About this exercise: Look through the entries below and report how many lines hold the string "compass". Only the number is wanted.

Dataset entries

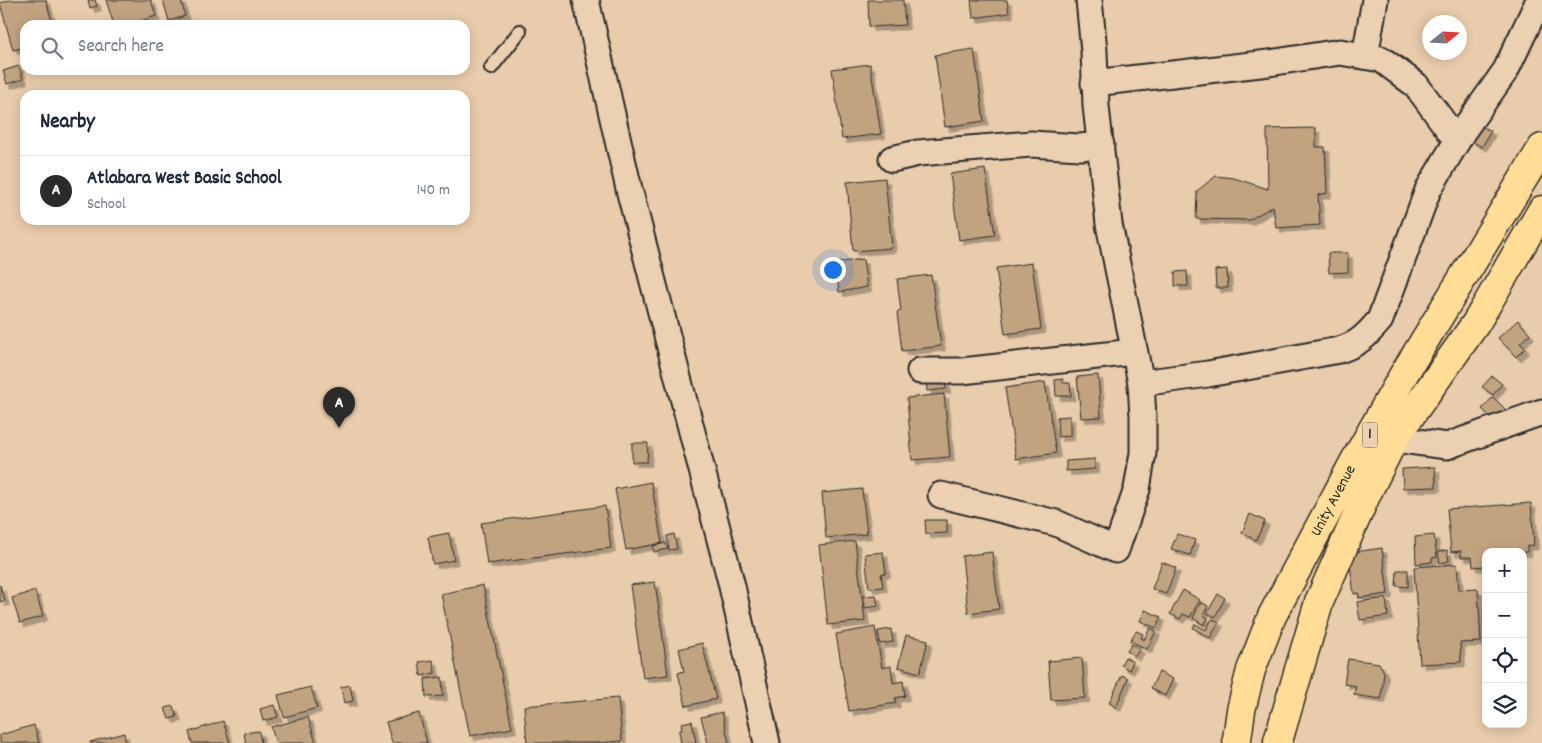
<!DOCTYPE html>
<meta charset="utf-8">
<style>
:root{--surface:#fff;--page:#f6f6f7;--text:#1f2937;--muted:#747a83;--line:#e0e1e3;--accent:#2b2b2b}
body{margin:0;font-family:Dekko,sans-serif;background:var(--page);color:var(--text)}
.controls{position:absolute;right:15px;bottom:15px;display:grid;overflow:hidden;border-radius:10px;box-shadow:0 2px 12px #0003}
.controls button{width:45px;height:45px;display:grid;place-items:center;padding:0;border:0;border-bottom:1px solid var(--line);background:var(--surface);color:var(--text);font:25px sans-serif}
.compass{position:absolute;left:1422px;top:15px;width:45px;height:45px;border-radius:50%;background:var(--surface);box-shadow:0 2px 12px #0003;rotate:72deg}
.you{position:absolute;left:832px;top:269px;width:18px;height:18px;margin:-12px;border:4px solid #fff;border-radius:50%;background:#1a73e8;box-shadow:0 0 0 8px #1a73e833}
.badge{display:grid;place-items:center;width:32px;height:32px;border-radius:50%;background:var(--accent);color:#fff;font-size:16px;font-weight:700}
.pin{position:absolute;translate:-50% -41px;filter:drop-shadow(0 1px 2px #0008)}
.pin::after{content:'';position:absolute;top:26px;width:18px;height:15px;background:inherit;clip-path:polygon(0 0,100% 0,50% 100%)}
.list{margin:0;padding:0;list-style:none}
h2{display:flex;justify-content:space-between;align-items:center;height:65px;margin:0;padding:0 20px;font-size:21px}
h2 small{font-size:16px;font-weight:400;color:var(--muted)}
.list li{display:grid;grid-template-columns:32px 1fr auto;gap:15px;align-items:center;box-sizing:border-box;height:70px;padding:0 20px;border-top:1px solid var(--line)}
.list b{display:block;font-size:19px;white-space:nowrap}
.list p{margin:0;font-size:16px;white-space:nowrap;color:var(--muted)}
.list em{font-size:16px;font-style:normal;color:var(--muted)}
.icon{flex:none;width:28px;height:28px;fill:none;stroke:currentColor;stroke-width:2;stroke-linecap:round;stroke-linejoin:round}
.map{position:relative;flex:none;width:1542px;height:743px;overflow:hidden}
.search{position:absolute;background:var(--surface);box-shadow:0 2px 12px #0003;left:20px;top:20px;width:450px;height:55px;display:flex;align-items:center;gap:12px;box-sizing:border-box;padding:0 18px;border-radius:15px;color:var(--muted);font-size:19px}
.panel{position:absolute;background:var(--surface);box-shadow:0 2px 12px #0003;left:20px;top:90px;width:450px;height:135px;border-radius:15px}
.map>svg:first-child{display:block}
</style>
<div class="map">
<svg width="1542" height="743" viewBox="0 0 1542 743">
<defs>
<filter id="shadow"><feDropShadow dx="4.5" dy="4.5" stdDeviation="0" flood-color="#0004"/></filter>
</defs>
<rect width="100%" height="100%" fill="#e9ccab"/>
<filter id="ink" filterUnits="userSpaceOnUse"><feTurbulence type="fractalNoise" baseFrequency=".02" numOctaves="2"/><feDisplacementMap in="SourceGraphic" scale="10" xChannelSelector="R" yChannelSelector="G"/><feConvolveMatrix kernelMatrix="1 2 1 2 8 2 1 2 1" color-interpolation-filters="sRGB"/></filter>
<g filter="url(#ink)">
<g fill="#c2a380" stroke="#2b2b2b" filter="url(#shadow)">
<path d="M10 0H46L53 25H25V47L13 50 0 3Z"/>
<path d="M88 0H95L97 6 90 8Z"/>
<path d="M106 0H151L156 16 128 25H114Z"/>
<path d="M163 0H181L185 16 169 21Z"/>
<path d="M868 0H903L905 25 869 27Z"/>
<path d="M971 0H1007L1009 13 973 18Z"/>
<path d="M974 49 984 121 945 127 935 55Z"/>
<path d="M870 64 881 134 842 139 832 69Z"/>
<path d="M19 66 23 79 7 84 3 71Z"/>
<path d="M1479 125 1491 131 1482 147 1470 140Z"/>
<path d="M1316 128V147H1325L1327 193 1318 195 1320 225 1276 228 1273 206 1249 220 1196 219 1197 191 1216 176 1234 178 1268 189 1267 129Z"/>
<path d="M985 169 995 235 959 240 950 174Z"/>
<path d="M885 178 892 248 853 251 847 182Z"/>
<path d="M1328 253H1348V272L1329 273Z"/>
<path d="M863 259 867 287 839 292 835 263Z"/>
<path d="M1032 263 1041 329 1005 334 996 268Z"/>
<path d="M1227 269 1228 288H1216L1215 270Z"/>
<path d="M1187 271 1188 286H1175V272Z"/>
<path d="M931 275 941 346 902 351 897 312 901 311 897 279Z"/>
<path d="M1518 320 1530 334 1520 343 1525 348 1516 357 1498 338Z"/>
<path d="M1098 375 1101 417 1081 418 1077 377Z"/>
<path d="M1492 376 1502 384 1493 395 1482 387Z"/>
<path d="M945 378 946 389 927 391 926 379Z"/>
<path d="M1063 379V383H1070L1071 396H1056L1055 380Z"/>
<path d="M1045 382 1056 453 1016 459 1005 388Z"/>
<path d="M944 394 950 457 912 460 907 398Z"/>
<path d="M1493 397 1507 411 1496 423 1482 409Z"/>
<path d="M1070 416V436L1058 437 1057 417Z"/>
<path d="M632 443H648L647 462H632Z"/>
<path d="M1095 459V469L1066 471V461Z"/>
<path d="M1435 467 1436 487 1403 488 1402 469Z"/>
<path d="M651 482 662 543 626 550 615 489Z"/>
<path d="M862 489 867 534 826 538 822 493Z"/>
<path d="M1531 503 1534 545 1527 546V552H1486V566L1473 567 1472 557H1461V551L1451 552 1447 509Z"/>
<path d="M605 506 611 548 487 564 481 523Z"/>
<path d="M1250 514 1265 521 1256 540 1242 533Z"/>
<path d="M925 520H947V533L926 534Z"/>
<path d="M449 533 454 560 433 564 428 537Z"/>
<path d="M674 534 677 549 669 550 667 536Z"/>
<path d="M1177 534 1195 540 1190 555 1171 549Z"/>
<path d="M1434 535 1437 557 1432 558V562L1416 564 1415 537Z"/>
<path d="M855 541 865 621 828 625 819 545Z"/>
<path d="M666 543 668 549 654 552 653 546Z"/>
<path d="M1382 548 1388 594 1359 598V593L1354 594 1349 558H1354V552Z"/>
<path d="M1447 550 1449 561 1440 563 1438 552Z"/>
<path d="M883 552 886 573 881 574 883 587 869 588 865 554Z"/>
<path d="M992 552 999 609 968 613 962 556Z"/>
<path d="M1162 562 1176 568 1166 594 1152 589Z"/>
<path d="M1457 564 1459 590 1478 589 1481 642 1460 643 1461 662 1420 664 1414 567Z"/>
<path d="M1397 570H1408V587L1396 586Z"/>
<path d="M655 582 668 675 643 678 630 585Z"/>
<path d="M0 585 5 601 0 602Z"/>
<path d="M483 585 512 728 470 736 441 594Z"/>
<path d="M1183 590 1200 600 1190 617 1183 614 1180 619 1170 614Z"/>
<path d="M35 591 43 616 20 623 12 598Z"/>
<path d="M1218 594 1225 598 1215 617 1207 613Z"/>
<path d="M876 595 878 606 865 608 864 596Z"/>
<path d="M1386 598 1388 616 1360 620 1357 602Z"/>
<path d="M1201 602 1208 606 1203 615 1208 618 1204 625 1193 618Z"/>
<path d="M1145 610 1161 617 1156 628 1140 621Z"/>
<path d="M1212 619 1219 622 1210 638 1193 628 1195 624 1206 630Z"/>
<path d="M875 627 882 668 891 666 893 683 903 681 905 696 895 698 896 703 849 711 836 634Z"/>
<path d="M1150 628 1156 631 1147 649 1130 641 1136 631 1143 634 1141 638 1144 640Z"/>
<path d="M891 629 893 642 880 644 878 631Z"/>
<path d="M906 635 928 640 920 673 898 667Z"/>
<path d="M702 643 716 699 686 706 678 673 684 671 679 649Z"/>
<path d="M1132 644 1140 649 1135 656 1127 651Z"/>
<path d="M1125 657 1133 662 1129 670 1121 665Z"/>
<path d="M1082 658 1085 698 1051 700 1048 661Z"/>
<path d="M1348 659 1379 663 1384 672 1381 699 1354 695 1356 686 1344 684Z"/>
<path d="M433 660 435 673 421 676 419 662Z"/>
<path d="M1159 672 1173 679 1165 696 1151 688Z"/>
<path d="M1122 675 1128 678 1116 707 1109 703Z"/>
<path d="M442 677 443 696 426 697 425 679Z"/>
<path d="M350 685 353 701 344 703 341 687Z"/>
<path d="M311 687 317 708 284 717 278 695Z"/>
<path d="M618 698 622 741 597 743H527L524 706Z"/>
<path d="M274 705 278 717 263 721 260 709Z"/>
<path d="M173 706 177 717 169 719 165 708Z"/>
<path d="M722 712 729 743H708L701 717Z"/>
<path d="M419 713 427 743H392L386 722Z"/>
<path d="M308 717 316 743H276L271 727Z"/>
<path d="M223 721 230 743H192L189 732Z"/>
<path d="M692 721 696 743H681L679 731 682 730 681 723Z"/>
<path d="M34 725 39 743H0V735Z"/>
<path d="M259 731 261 743H246L244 733Z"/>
<path d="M124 733 126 743H90V742Z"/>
</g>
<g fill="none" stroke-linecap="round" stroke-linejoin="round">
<defs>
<path id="lane" d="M491 68 520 31"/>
<g id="street">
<path d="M586 0 629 189 731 582 767 743"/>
<path d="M1365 56 1375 0"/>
<path d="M1094 83 1269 63 1340 52 1381 59 1416 85 1457 141"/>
<path d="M892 159 918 153 1031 144 1080 147 1101 145"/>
<path d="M920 371H962L1134 352"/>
<path d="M1141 383 1208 374 1339 350C1359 344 1366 336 1380 320L1428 190 1463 131 1506 70 1539 0"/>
<path d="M1394 439 1447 446 1542 412"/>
<path d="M941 495 1056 523 1116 550 1137 489 1143 453V417L1141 383 1109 224 1096 106 1094 51 1089 0"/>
</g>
<g id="primary">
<path id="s1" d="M1237 739 1241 710 1251 670 1272 616 1352 466 1404 374 1542 148"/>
<path d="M1278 741 1319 602 1367 493 1394 439 1476 323 1542 210"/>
</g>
</defs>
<use href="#lane" stroke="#2b2b2b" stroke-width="16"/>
<use href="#street" stroke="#2b2b2b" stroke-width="29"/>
<use href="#primary" stroke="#2b2b2b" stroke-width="31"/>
<use href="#lane" stroke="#ebd0b2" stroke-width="12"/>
<use href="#street" stroke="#ebd0b2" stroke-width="25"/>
<use href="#primary" stroke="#ffdd96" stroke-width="28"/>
</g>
</g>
<g text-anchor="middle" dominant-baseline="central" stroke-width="4" stroke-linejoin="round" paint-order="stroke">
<rect fill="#ebd0b2" stroke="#655c54" stroke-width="1" x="1362.5" y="422.5" width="15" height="25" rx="4"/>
<g font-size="15" font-weight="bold" fill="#2b2b2b">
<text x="1370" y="435">1</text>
</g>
<g font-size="16" fill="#2b2b2b" stroke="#ebd0b2">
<text stroke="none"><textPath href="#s1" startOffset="259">Unity Avenue</textPath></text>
</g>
</g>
</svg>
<div class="controls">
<button>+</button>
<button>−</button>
<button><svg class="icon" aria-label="locate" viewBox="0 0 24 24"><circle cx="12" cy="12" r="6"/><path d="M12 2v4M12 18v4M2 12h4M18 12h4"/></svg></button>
<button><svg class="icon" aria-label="layers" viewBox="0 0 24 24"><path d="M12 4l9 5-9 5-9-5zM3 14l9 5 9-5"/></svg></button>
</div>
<svg class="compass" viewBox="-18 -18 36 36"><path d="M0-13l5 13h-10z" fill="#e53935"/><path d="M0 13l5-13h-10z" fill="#747a83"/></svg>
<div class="you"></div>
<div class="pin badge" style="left:339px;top:428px">A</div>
<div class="search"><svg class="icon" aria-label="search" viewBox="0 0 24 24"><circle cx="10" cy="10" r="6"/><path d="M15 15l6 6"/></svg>Search here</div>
<section class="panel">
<h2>Nearby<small></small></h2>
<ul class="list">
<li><span class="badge">A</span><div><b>Atlabara West Basic School</b><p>School</p></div><em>140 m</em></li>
</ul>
</section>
</div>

Answer to this problem: 2